INTRODUCTION: In patients with massive variceal bleeding, placement of a Minnesota tube or similar device is sometimes necessary to tamponade culprit varices at the gastroesophageal junction. Traditionally the gastric balloon is inflated in two stages: first 50mL of air is insufflated after the tube has been advanced to the 50cm mark; after radiographic confirmation of gastric balloon position, 300mL of air is added and traction is applied. Simple auscultation for air infused through the gastric port has been associated with serious complications arising from unrecognized balloon malposition, and is therefore not recommended as a substitute for radiographic confirmation. We describe two cases of variceal bleeding where Minnesota tube placement was confirmed using bedside ultrasonography by the treating intensivists, allowing balloon inflation and traction to be applied safely before portable radiography was available.
CASE PRESENTATION: Case 1. A 52-year-old woman with a history of orthotopic liver transplantation was transferred to our facility for management of suspected graft rejection. On her ninth hospital day, she had an episode of hypotension and a gastric lavage demonstrated bright red blood. Her heart rate was 130 beats per minute and blood pressure was 100/55 mmHg. In the next hour, after receiving two units of packed red blood cells, 2 units of fresh frozen plasma and 1 six-pack of pooled platelets, the patient’s hemoglobin dropped from 9g/dL to 5.2g/dL. A Minnesota tube was inserted. A 5-2 MHz 65-mm broadband curvilinear transducer was placed transversely over the patient’s left upper quadrant after insertion of the Minnesota tube. Echogenic contrast was easily visualized after infusion of 10mL of agitated saline through the gastric port of the device. Examination of the patient’s left upper quadrant with a 12-4 MHz 42-mm broadband linear transducer revealed an acoustic shadow within the stomach, corresponding to the device tubing. Case 2. A 63-year-old morbidly obese man with a history of alcoholic cirrhosis was transferred from an outside hospital for management of presumed variceal bleeding. In the 4 hours prior to arrival he had received six units of packed red blood cells, six units of fresh frozen plasma and two six-packs of pooled platelets. His heart rate was 135 beats per minute and blood pressure was 95/50 mmHg. The initial hemoglobin was 11.9 g/dL, and lactate was 11.3 mMol/L. A Minnesota tube was inserted. A 5-2 MHz 65-mm broadband curvilinear transducer was placed transversely over the patient’s left upper quadrant. Echogenic contrast was visualized after infusion of 10mL of agitated saline through the gastric port of the device. In addition, the gastric balloon was visualized prior to agitated saline infusion, though with some difficulty. In contrast to the first case, the Minnesota tubing was not visualized with the 12-4 MHz 42-mm broadband linear transducer.

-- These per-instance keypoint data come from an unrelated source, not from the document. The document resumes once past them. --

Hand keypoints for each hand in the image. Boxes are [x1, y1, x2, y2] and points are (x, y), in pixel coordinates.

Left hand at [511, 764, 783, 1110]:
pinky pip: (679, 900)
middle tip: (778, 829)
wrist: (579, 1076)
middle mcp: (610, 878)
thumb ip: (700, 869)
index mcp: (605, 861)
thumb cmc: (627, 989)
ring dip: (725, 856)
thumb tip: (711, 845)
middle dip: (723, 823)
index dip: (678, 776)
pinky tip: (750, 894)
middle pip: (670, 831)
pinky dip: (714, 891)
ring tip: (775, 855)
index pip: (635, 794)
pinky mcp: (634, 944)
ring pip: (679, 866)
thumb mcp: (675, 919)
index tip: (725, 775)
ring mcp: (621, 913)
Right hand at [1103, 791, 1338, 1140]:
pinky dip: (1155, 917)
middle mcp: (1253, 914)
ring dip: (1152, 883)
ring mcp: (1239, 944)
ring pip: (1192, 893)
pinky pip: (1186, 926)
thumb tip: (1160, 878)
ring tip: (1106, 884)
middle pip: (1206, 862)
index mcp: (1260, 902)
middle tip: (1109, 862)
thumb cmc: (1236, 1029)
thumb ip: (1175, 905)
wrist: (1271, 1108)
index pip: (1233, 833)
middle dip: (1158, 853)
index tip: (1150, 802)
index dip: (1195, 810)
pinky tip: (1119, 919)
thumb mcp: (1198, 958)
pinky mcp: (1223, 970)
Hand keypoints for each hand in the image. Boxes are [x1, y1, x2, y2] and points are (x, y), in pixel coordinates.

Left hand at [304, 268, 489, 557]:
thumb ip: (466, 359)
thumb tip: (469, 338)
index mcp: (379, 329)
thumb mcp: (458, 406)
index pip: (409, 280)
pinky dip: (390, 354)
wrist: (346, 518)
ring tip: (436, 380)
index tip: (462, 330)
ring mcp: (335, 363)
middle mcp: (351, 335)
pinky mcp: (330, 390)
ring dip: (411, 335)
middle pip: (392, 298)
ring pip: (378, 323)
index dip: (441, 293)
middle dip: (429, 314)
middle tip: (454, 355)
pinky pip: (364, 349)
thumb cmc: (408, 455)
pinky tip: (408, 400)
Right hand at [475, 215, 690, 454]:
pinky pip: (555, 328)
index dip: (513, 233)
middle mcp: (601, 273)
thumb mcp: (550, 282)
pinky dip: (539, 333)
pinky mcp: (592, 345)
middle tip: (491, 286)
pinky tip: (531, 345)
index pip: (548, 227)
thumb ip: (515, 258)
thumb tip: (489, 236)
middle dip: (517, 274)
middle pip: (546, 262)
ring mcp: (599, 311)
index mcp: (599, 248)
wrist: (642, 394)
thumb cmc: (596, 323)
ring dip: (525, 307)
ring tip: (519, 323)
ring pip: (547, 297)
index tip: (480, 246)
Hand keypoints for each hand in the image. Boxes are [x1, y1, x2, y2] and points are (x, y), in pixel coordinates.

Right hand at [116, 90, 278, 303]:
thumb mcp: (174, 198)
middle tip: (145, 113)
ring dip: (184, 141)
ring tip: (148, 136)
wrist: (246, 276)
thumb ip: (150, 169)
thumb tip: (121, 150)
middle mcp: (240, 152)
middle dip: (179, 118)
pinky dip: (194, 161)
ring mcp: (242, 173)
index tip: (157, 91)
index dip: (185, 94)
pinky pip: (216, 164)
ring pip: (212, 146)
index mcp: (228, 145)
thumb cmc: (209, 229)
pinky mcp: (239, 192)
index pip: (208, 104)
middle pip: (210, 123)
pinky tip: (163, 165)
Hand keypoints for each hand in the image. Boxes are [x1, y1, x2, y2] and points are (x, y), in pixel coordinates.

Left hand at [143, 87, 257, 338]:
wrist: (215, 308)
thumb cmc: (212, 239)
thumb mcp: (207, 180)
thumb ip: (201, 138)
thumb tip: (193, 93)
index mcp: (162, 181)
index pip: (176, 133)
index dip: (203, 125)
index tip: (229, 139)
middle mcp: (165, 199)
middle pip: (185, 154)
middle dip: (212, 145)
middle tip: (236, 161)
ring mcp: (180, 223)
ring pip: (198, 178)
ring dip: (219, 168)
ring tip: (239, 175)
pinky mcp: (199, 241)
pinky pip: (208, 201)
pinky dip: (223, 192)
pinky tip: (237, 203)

DISCUSSIONS: To the best of our knowledge, these two cases are the first published descriptions of Minnesota tube placement confirmation with ultrasound by the treating clinician. In both cases, the exam was performed contemporaneously with resuscitations of hemodynamically unstable patients. For the purpose of verifying a gastric position of the tamponade balloon, ultrasound served as a substitute for portable radiology - and therefore facilitated earlier control of hemorrhage. It may not always be possible to confirm placement using ultrasound on account of body habitus or overlying bowel loops, and in those cases radiographs should still be obtained.
CONCLUSION: Minnesota tube placement can be confirmed using bedside ultrasound by the treating clinician, obviating the need to wait for portable radiology prior to tamponade balloon inflation. In hemodynamically unstable patients this may be clinically significant by facilitating more rapid control of variceal hemorrhage.